Football: Burns sent to stand for a year

Tommy Burns, the Celtic manager, has been banned from the touchline for a year by the Scottish Football Association, and has also been hit with a pounds 2,000 fine.

Burns has his case considered in his absence yesterday in Glasgow by a disciplinary committee meeting, which ruled on a touchline temper tantrum during an Old Firm defeat at Celtic Park last November.

Burns had raced along the pitch in pursuit of an assistant referee, Eric Martindale, before being restrained. He was later sent to the stand by the referee, Hugh Dallas. Yesterday the SFA considered the case without making public its decision, but sources confirmed that Burns will now have to sit in the stand for the next 12 months.

Burns was also fined pounds 2,000 to add to a previous fine of pounds 3,000 which was imposed earlier this season, but was cut on appeal to pounds 2,000. The Celtic manager, whose previous record always left him liable to a ban on this occasion, declined to comment on the decision which will leave his assistant, Billy Stark, in control on the touchline.

The Hearts manager, Jim Jefferies, appeared before the committee in person and left with a pounds 500 fine. The same fine was handed out to the Airdrie manager, Alec MacDonald, while the former Scotland and West Ham full-back, Ray Stewart, now the assistant manager of Stirling Albion, has been banned from the touchline until the end of the season.

Jefferies clashed with Dallas and an assistant referee, Alan Freeland, after Hearts lost the Coca-Cola Cup final to Rangers 4-3 at Celtic Park last November. Jefferies claimed Hearts should have been awarded a foul in the lead-up to a Paul Gascoigne goal for Rangers, but neither Freeland nor referee Dallas signalled for the offence.

"We were pretty hyped up that day about a particular decision and we let our feelings be known, perhaps over-zealously," Jefferies said. He accepted his fine but was in agreement that a change is possibly required to prevent a repeat of the scenes in the immediate aftermath of the final. Hearts and their management were kept waiting on the pitch until a rostrum was assembled at Celtic Park for the trophy presentation to Rangers. It was during this break that Jefferies had to be restrained by colleagues from taking his grievances with the officials further.

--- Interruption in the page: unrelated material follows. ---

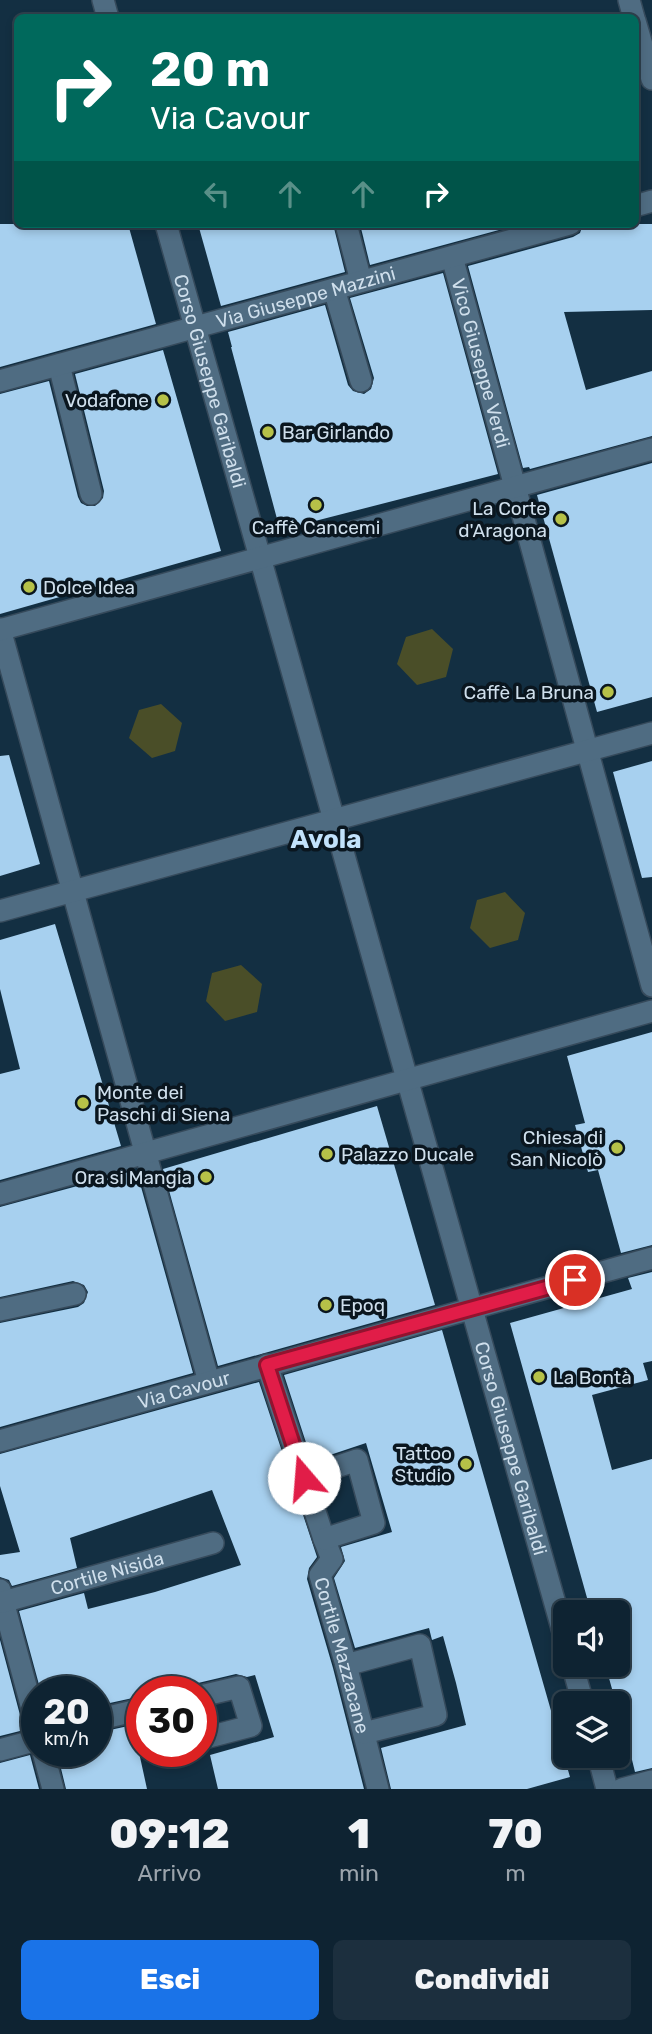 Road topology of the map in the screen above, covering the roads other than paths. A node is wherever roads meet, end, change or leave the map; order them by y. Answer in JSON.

"I think there might be lessons to be learned," Jefferies said. "It might be wiser to take players inside to the dressing-rooms first and then have the presentation thereafter."

Stewart has been banned from the dug-out until next season after a row with officials during Stirling's 5-2 defeat at Falkirk. MacDonald was fined pounds 500 for "using foul language" to an assistant referee after Airdrie's match at St Mirren.